■ **REQUIRED ACTION**:
From the records below, pull each line that has "Syréngatan".

- Opening Delimiter -

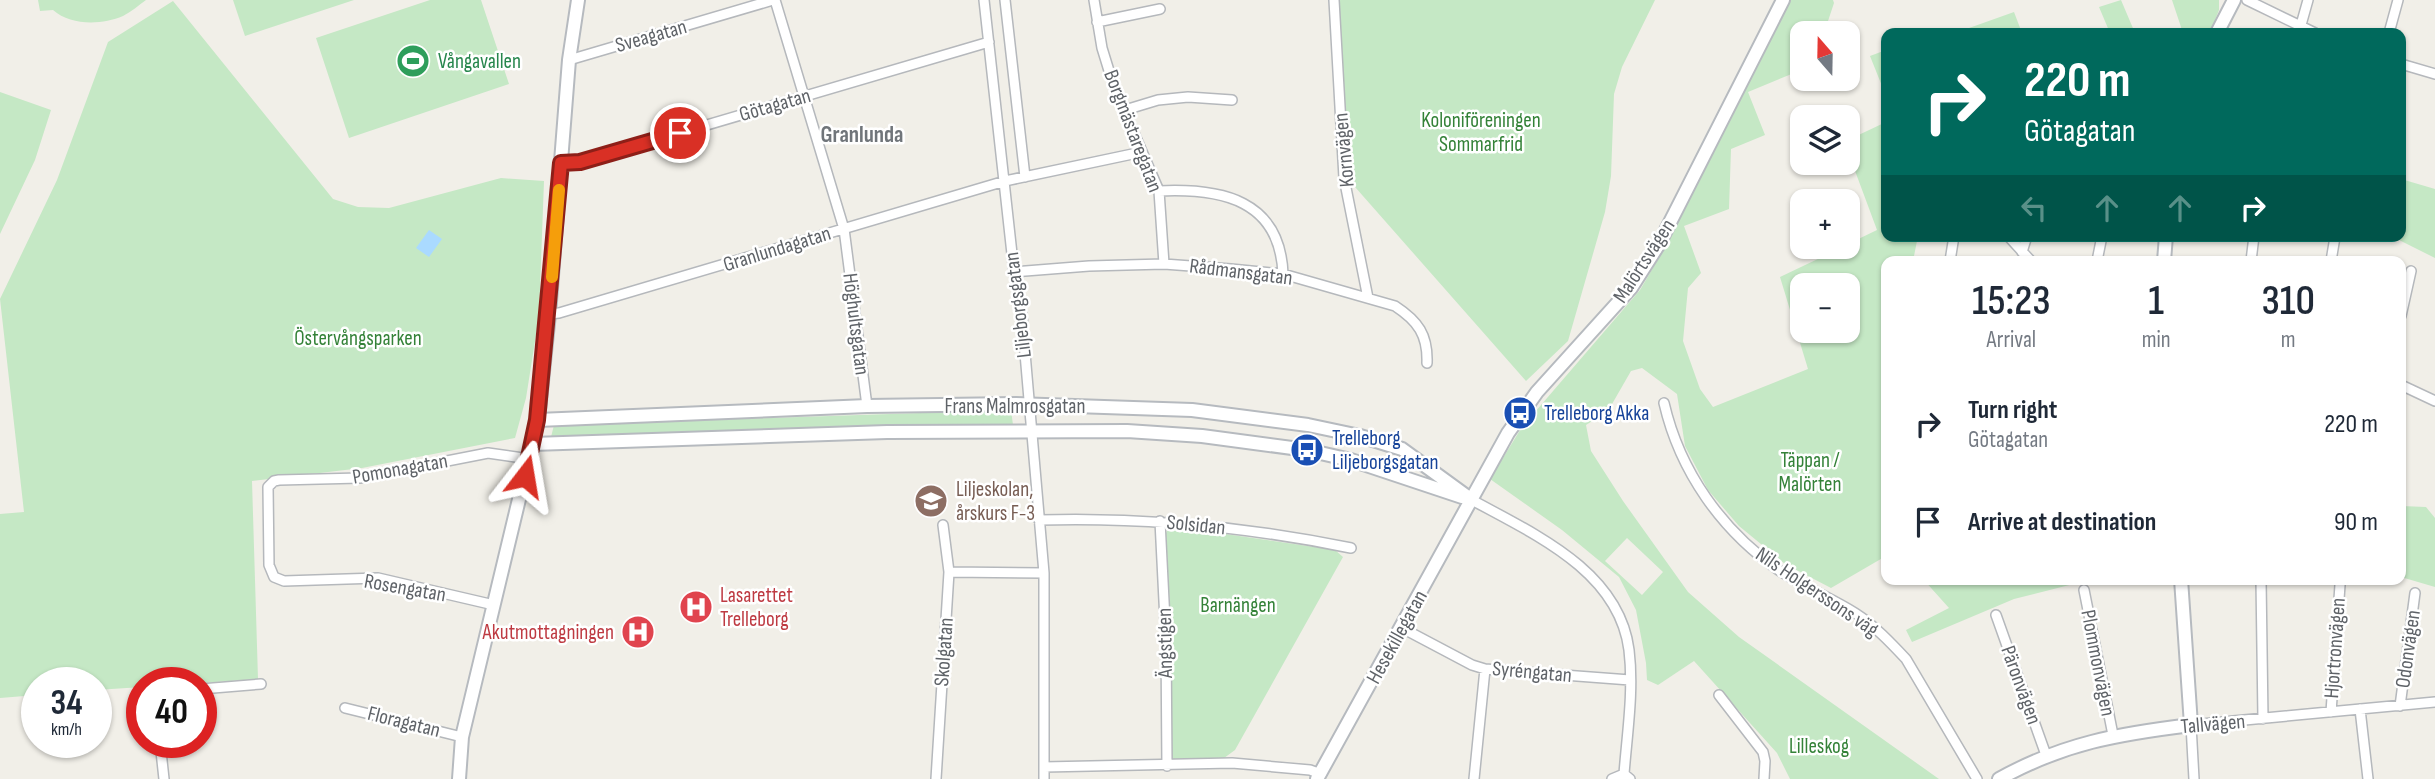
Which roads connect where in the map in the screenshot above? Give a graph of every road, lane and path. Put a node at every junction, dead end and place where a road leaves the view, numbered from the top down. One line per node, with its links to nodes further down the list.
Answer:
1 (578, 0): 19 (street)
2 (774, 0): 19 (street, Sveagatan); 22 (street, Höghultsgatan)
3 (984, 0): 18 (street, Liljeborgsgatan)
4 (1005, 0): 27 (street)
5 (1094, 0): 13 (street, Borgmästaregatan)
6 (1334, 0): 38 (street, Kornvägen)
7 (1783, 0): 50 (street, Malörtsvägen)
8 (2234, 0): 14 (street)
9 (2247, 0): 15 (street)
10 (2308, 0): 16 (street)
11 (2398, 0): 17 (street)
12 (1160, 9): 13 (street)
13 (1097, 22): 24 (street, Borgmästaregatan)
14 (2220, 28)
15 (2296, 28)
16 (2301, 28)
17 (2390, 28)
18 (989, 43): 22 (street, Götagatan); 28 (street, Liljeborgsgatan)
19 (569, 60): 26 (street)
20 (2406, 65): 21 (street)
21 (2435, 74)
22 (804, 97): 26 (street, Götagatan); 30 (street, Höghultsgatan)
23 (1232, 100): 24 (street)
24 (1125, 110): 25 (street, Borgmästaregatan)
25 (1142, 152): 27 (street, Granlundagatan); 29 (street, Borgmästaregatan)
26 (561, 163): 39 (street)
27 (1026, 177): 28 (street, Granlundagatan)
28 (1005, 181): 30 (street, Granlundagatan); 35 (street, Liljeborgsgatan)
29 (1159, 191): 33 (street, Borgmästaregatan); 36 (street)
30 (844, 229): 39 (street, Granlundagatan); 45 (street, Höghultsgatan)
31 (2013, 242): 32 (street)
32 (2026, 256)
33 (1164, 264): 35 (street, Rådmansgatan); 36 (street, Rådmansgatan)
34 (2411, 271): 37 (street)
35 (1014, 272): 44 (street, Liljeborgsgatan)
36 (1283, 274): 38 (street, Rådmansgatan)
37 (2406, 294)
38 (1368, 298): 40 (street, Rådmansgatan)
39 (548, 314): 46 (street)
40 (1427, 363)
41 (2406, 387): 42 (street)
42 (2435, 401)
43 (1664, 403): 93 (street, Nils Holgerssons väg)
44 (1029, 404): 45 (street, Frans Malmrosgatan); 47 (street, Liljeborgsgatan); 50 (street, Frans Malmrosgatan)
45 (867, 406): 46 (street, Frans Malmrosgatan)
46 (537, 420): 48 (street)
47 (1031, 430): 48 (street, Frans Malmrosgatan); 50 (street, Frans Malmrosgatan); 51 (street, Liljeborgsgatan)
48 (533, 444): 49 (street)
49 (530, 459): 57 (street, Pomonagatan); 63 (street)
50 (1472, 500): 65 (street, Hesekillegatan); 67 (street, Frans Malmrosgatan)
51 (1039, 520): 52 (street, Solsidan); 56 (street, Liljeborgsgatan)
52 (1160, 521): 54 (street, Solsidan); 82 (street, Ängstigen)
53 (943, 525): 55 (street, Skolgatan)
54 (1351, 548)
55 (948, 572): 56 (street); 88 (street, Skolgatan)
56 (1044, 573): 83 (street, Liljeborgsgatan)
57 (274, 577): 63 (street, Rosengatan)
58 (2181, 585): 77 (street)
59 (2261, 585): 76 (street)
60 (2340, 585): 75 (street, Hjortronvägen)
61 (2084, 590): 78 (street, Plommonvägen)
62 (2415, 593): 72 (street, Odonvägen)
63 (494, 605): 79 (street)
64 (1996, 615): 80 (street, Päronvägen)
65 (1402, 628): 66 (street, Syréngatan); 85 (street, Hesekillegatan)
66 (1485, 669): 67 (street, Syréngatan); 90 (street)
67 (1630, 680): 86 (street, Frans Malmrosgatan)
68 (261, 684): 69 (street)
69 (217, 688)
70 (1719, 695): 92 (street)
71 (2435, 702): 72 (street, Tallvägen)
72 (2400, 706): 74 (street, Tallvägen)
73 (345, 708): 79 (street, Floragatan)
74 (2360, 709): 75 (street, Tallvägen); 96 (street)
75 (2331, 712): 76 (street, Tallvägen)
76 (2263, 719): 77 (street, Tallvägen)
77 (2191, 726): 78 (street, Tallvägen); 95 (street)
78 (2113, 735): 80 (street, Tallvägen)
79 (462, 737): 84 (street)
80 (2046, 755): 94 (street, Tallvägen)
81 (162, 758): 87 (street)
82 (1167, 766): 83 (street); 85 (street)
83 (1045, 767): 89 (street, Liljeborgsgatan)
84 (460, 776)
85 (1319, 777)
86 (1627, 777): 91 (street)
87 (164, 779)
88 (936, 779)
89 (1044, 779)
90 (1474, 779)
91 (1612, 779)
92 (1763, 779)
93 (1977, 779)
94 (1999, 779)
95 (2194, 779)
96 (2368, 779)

- Closing Delimiter -

■ **YOUR RESPONSE**:
65 (1402, 628): 66 (street, Syréngatan); 85 (street, Hesekillegatan)
66 (1485, 669): 67 (street, Syréngatan); 90 (street)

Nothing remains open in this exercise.